Start of Block
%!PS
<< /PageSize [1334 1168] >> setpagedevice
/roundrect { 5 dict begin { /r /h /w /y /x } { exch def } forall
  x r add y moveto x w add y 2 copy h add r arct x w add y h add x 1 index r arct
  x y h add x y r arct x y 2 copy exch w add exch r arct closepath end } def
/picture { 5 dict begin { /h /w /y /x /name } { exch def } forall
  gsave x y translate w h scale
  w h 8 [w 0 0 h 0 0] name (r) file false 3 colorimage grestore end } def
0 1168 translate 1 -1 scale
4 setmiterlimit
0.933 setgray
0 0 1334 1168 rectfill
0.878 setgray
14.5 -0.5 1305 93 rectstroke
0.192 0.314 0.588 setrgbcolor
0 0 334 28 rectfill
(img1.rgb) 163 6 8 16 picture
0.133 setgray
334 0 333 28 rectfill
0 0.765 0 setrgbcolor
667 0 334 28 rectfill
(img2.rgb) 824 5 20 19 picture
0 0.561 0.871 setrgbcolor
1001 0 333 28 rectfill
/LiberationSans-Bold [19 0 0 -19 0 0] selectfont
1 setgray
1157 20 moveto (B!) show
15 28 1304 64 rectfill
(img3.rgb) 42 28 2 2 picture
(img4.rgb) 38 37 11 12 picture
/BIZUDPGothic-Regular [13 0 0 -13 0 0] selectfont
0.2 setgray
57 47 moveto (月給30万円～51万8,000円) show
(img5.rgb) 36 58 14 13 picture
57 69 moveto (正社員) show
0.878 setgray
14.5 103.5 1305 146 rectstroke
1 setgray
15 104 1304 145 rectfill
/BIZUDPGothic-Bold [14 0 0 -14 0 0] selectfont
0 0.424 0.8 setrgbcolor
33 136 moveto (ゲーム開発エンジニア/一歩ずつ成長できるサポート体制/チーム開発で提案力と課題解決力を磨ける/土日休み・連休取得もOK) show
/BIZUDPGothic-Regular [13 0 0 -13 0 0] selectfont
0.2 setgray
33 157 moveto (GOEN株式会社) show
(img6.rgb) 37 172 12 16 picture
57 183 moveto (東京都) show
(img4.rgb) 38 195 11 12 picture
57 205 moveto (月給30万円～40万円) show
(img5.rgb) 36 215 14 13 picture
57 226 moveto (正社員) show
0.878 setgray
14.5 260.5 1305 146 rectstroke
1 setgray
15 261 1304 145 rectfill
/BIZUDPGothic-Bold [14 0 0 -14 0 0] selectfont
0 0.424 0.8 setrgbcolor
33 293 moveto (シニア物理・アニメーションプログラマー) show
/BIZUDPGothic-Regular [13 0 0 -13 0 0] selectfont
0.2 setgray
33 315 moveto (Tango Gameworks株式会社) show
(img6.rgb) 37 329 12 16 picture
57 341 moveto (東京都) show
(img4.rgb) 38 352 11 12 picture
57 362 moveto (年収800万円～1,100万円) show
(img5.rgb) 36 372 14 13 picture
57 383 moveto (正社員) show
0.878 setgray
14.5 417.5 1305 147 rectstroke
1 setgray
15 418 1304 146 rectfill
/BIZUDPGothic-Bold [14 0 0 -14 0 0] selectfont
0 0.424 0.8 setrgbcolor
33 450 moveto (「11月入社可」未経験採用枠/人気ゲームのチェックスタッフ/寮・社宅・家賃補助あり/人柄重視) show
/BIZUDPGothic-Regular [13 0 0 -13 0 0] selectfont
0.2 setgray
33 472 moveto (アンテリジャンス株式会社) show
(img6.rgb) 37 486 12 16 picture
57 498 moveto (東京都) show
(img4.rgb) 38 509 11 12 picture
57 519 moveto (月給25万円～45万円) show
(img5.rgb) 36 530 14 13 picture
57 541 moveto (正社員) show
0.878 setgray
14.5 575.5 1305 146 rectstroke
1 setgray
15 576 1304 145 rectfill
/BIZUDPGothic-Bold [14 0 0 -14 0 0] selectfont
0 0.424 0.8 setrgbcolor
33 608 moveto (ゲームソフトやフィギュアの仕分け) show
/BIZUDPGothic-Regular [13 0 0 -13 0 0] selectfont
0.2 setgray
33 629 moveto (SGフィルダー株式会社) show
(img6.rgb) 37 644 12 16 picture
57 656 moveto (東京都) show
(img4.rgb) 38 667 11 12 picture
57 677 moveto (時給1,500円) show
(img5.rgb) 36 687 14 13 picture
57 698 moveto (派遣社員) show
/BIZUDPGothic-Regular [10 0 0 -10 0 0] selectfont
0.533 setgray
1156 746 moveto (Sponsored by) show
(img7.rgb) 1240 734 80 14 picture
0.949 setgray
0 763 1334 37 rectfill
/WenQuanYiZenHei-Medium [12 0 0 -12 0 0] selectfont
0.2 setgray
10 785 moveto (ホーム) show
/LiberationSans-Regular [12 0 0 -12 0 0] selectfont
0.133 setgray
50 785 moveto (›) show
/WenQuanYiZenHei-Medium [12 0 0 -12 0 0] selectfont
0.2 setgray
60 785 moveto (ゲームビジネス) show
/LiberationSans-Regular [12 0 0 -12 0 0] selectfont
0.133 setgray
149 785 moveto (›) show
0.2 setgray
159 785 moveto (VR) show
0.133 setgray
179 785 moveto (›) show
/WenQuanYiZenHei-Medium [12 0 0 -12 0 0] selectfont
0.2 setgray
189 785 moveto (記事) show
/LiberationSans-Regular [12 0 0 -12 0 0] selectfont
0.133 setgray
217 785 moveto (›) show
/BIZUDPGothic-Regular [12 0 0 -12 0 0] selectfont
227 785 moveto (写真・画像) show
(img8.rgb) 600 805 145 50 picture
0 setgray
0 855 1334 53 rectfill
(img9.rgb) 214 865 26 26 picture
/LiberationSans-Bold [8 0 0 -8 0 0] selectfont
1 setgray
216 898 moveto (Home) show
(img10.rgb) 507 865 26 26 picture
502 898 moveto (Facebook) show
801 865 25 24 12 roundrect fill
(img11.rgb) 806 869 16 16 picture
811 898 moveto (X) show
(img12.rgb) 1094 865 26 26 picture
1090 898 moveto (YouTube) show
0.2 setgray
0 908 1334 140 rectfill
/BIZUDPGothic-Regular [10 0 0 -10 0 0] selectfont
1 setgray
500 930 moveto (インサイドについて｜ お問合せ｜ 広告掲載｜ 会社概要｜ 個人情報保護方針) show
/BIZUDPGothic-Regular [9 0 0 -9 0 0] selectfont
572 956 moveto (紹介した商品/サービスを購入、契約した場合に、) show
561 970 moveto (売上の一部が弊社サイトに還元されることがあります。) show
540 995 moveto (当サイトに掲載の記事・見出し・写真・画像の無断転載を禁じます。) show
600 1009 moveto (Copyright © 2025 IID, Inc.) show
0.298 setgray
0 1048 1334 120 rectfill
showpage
End of Block
Start of Block
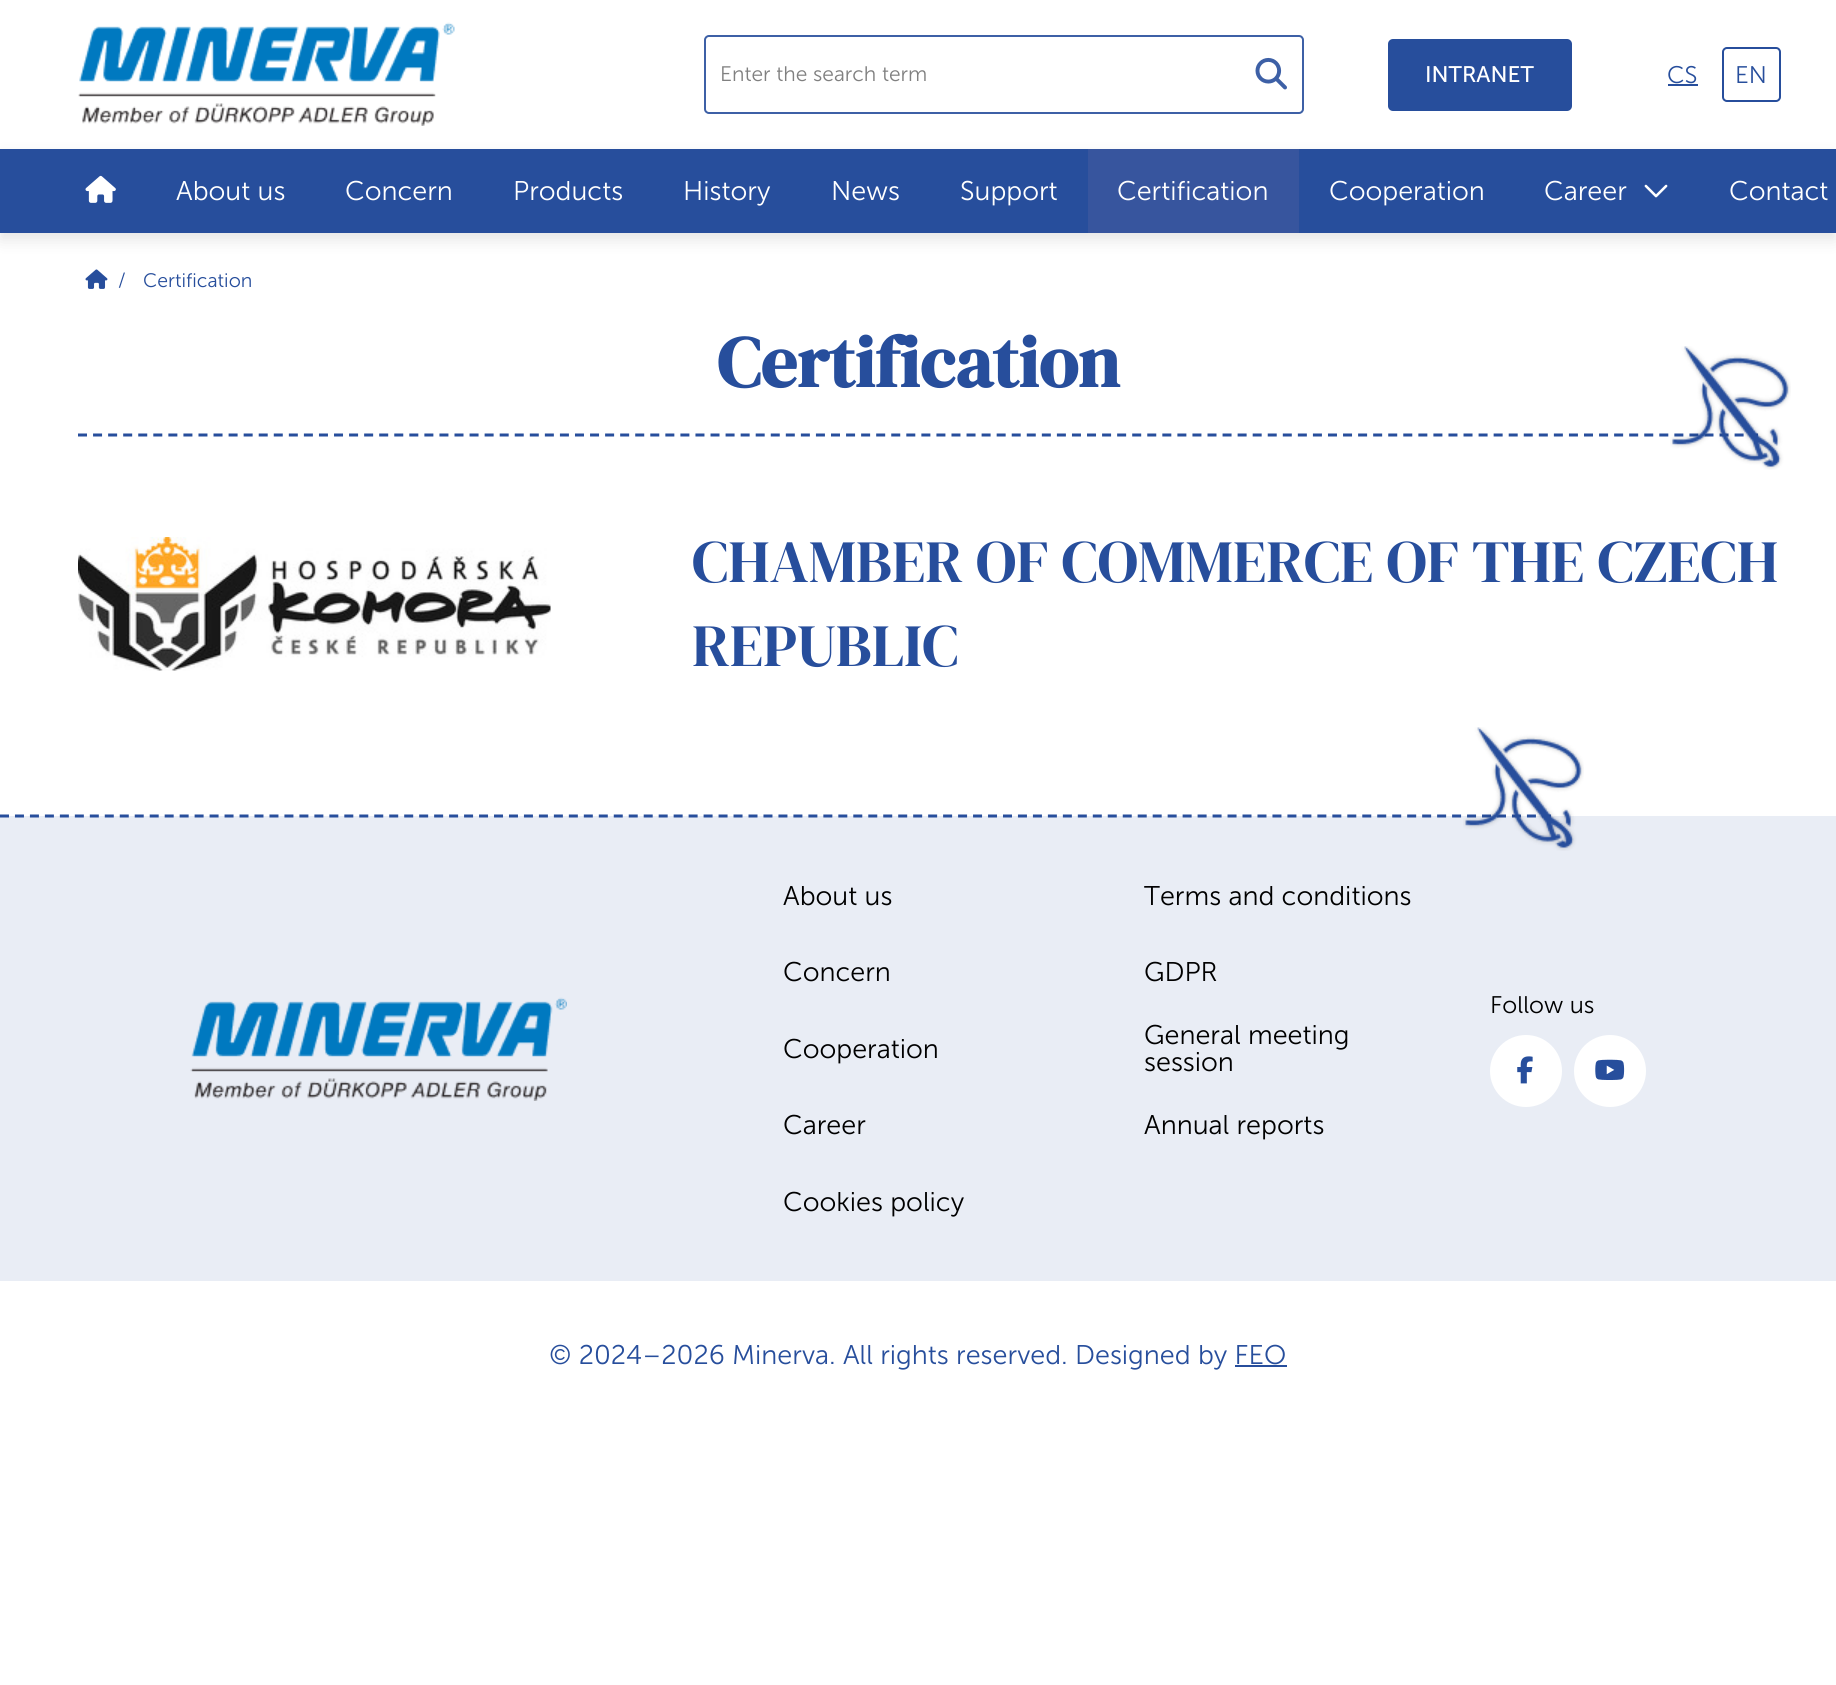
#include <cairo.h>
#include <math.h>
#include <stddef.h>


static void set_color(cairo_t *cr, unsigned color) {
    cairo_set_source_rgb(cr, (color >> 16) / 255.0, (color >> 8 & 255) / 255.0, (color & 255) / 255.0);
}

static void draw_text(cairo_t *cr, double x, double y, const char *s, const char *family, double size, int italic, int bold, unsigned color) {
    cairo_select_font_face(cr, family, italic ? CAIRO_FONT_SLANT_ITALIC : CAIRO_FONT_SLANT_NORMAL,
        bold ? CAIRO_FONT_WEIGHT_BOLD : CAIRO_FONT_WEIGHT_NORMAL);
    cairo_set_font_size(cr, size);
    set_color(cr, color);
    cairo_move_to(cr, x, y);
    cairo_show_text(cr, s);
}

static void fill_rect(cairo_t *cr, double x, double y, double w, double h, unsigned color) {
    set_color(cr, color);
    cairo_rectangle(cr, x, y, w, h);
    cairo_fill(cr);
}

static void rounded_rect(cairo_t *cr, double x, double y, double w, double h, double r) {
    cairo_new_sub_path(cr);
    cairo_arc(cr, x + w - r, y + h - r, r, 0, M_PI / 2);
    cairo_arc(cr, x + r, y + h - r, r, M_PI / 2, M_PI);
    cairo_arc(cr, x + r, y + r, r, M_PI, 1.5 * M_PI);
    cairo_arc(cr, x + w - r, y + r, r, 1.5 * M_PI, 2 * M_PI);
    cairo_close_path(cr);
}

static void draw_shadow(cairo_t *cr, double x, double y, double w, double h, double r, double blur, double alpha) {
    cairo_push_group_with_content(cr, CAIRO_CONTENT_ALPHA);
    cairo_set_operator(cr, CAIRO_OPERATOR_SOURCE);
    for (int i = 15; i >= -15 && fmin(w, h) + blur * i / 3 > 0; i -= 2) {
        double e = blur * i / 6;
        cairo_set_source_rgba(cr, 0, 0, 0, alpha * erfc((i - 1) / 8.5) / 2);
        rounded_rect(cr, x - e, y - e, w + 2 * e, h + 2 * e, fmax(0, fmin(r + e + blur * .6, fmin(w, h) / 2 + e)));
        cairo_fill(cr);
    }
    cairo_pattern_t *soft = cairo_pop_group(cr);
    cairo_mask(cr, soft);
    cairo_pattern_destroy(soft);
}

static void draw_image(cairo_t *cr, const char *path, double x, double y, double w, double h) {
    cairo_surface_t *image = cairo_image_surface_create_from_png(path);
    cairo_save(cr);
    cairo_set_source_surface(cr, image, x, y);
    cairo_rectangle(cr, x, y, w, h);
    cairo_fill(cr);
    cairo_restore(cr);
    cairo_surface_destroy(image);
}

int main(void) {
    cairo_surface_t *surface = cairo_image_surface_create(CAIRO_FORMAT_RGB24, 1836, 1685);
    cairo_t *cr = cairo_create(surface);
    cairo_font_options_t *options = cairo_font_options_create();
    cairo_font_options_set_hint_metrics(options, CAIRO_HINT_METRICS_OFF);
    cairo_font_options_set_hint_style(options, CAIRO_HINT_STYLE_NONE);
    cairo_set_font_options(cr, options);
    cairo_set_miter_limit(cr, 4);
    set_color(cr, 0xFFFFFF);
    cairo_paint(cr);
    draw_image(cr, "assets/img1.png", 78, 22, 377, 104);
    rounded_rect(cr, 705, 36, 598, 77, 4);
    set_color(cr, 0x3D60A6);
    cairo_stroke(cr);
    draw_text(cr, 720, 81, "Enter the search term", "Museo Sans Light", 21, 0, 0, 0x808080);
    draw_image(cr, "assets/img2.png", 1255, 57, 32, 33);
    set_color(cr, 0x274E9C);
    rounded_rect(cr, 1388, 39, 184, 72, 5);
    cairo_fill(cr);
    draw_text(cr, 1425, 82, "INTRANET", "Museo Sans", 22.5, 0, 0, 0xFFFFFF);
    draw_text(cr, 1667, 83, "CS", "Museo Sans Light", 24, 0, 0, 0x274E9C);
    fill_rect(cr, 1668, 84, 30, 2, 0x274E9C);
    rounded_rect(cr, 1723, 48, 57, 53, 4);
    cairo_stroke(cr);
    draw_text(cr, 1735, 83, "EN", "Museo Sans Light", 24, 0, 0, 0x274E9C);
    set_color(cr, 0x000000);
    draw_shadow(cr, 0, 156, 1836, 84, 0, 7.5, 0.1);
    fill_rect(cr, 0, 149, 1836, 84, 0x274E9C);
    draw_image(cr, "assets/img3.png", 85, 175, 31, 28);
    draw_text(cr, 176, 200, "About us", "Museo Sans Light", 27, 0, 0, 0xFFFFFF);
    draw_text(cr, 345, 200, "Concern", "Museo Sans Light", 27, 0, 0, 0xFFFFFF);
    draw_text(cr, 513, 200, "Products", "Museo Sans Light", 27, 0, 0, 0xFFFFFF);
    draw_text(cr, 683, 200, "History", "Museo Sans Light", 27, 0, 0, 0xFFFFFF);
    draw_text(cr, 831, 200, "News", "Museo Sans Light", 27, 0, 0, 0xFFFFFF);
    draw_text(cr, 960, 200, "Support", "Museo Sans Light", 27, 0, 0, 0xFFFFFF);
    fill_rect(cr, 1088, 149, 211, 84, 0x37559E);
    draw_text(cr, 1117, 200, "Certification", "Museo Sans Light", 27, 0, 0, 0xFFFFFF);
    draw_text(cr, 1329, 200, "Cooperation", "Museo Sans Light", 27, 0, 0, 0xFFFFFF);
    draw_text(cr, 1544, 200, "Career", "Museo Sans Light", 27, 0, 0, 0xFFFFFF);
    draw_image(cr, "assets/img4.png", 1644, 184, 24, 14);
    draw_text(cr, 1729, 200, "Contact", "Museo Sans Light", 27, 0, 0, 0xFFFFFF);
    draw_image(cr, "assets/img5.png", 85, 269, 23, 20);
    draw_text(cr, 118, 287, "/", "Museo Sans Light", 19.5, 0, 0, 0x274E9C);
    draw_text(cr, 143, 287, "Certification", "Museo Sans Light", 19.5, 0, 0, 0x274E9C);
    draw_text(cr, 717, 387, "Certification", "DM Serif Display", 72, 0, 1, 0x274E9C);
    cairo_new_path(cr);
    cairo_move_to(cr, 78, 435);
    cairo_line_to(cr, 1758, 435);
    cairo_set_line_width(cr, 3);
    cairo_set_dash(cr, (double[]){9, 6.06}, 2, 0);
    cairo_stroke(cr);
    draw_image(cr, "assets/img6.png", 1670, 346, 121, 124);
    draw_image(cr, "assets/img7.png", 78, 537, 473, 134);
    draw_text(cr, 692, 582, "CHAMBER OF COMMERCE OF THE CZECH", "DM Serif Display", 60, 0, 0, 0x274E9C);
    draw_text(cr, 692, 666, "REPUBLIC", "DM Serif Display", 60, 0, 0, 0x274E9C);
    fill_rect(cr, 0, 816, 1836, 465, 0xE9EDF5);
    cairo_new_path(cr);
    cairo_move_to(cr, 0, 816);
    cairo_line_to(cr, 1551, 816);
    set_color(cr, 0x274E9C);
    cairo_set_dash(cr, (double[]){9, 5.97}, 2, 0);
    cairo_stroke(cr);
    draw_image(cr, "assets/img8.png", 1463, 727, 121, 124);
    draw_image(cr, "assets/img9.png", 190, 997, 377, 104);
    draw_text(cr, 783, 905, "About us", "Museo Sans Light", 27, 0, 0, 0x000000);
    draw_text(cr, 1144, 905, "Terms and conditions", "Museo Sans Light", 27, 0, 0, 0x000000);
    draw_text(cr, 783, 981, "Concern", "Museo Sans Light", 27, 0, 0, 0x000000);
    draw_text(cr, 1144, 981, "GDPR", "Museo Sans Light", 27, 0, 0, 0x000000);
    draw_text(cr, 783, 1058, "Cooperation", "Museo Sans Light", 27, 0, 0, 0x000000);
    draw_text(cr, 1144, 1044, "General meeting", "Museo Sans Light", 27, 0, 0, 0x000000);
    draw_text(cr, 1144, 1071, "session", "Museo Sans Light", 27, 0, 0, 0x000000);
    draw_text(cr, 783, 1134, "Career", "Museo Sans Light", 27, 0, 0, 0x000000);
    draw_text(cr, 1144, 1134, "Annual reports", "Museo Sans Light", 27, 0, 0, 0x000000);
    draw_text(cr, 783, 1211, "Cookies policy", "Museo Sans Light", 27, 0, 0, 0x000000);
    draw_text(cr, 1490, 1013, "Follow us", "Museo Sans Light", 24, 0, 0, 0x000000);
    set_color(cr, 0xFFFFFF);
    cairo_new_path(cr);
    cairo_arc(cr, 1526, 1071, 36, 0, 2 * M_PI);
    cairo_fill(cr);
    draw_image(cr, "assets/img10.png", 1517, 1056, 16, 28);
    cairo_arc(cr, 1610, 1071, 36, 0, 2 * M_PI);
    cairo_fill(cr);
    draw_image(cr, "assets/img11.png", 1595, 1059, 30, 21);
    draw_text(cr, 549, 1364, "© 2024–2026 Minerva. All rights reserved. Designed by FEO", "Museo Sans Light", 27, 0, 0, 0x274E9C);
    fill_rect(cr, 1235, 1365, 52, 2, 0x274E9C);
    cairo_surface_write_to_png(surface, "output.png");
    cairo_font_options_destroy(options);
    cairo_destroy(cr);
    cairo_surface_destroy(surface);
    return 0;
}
End of Block
**Task**
In the entries above, find the line with "cairo_set_operator(cr, CAIRO_OPERATOR_SOURCE);" and the line with "rounded_rect(cr, x - e, y", then restate word for word both of them and every line between, with nothing more.

**Task response**
    cairo_set_operator(cr, CAIRO_OPERATOR_SOURCE);
    for (int i = 15; i >= -15 && fmin(w, h) + blur * i / 3 > 0; i -= 2) {
        double e = blur * i / 6;
        cairo_set_source_rgba(cr, 0, 0, 0, alpha * erfc((i - 1) / 8.5) / 2);
        rounded_rect(cr, x - e, y - e, w + 2 * e, h + 2 * e, fmax(0, fmin(r + e + blur * .6, fmin(w, h) / 2 + e)));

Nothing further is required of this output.